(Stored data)
------------------------------------
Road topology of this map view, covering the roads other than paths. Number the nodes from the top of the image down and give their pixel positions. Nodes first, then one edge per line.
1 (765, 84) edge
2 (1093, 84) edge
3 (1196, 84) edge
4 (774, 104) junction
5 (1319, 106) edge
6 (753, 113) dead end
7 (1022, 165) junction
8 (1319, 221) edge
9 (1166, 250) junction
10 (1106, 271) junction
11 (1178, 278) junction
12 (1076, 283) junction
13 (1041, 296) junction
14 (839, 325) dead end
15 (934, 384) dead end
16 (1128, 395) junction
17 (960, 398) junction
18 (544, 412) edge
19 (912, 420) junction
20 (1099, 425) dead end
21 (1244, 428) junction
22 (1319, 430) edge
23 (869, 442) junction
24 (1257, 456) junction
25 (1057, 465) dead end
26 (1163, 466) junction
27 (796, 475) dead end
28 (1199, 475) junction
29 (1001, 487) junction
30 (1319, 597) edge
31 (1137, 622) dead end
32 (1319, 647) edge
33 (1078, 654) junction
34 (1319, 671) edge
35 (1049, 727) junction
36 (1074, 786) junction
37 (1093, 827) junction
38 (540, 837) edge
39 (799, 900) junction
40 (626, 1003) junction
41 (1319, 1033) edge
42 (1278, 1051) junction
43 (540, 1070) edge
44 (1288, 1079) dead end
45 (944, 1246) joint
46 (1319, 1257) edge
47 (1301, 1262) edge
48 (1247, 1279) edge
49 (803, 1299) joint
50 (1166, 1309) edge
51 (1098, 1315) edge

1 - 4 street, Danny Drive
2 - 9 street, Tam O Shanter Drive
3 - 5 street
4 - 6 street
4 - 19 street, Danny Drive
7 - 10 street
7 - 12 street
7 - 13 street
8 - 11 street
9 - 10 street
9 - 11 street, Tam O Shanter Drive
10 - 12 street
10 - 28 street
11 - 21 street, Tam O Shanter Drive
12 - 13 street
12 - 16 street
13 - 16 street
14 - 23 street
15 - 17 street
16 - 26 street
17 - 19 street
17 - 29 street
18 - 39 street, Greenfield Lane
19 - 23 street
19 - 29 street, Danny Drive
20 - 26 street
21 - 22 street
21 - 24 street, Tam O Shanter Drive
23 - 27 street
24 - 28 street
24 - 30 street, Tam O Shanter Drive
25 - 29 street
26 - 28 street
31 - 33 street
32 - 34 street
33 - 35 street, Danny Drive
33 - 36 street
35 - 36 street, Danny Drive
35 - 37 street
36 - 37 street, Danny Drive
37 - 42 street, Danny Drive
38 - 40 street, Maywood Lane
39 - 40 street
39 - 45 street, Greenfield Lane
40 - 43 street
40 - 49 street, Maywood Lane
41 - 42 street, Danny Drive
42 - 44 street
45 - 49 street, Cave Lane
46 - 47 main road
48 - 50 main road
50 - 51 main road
------------------------------------
From the data above, output every line exactly.

Road topology of this map view, covering the roads other than paths. Number the nodes from the top of the image down and give their pixel positions. Nodes first, then one edge per line.
1 (765, 84) edge
2 (1093, 84) edge
3 (1196, 84) edge
4 (774, 104) junction
5 (1319, 106) edge
6 (753, 113) dead end
7 (1022, 165) junction
8 (1319, 221) edge
9 (1166, 250) junction
10 (1106, 271) junction
11 (1178, 278) junction
12 (1076, 283) junction
13 (1041, 296) junction
14 (839, 325) dead end
15 (934, 384) dead end
16 (1128, 395) junction
17 (960, 398) junction
18 (544, 412) edge
19 (912, 420) junction
20 (1099, 425) dead end
21 (1244, 428) junction
22 (1319, 430) edge
23 (869, 442) junction
24 (1257, 456) junction
25 (1057, 465) dead end
26 (1163, 466) junction
27 (796, 475) dead end
28 (1199, 475) junction
29 (1001, 487) junction
30 (1319, 597) edge
31 (1137, 622) dead end
32 (1319, 647) edge
33 (1078, 654) junction
34 (1319, 671) edge
35 (1049, 727) junction
36 (1074, 786) junction
37 (1093, 827) junction
38 (540, 837) edge
39 (799, 900) junction
40 (626, 1003) junction
41 (1319, 1033) edge
42 (1278, 1051) junction
43 (540, 1070) edge
44 (1288, 1079) dead end
45 (944, 1246) joint
46 (1319, 1257) edge
47 (1301, 1262) edge
48 (1247, 1279) edge
49 (803, 1299) joint
50 (1166, 1309) edge
51 (1098, 1315) edge

1 - 4 street, Danny Drive
2 - 9 street, Tam O Shanter Drive
3 - 5 street
4 - 6 street
4 - 19 street, Danny Drive
7 - 10 street
7 - 12 street
7 - 13 street
8 - 11 street
9 - 10 street
9 - 11 street, Tam O Shanter Drive
10 - 12 street
10 - 28 street
11 - 21 street, Tam O Shanter Drive
12 - 13 street
12 - 16 street
13 - 16 street
14 - 23 street
15 - 17 street
16 - 26 street
17 - 19 street
17 - 29 street
18 - 39 street, Greenfield Lane
19 - 23 street
19 - 29 street, Danny Drive
20 - 26 street
21 - 22 street
21 - 24 street, Tam O Shanter Drive
23 - 27 street
24 - 28 street
24 - 30 street, Tam O Shanter Drive
25 - 29 street
26 - 28 street
31 - 33 street
32 - 34 street
33 - 35 street, Danny Drive
33 - 36 street
35 - 36 street, Danny Drive
35 - 37 street
36 - 37 street, Danny Drive
37 - 42 street, Danny Drive
38 - 40 street, Maywood Lane
39 - 40 street
39 - 45 street, Greenfield Lane
40 - 43 street
40 - 49 street, Maywood Lane
41 - 42 street, Danny Drive
42 - 44 street
45 - 49 street, Cave Lane
46 - 47 main road
48 - 50 main road
50 - 51 main road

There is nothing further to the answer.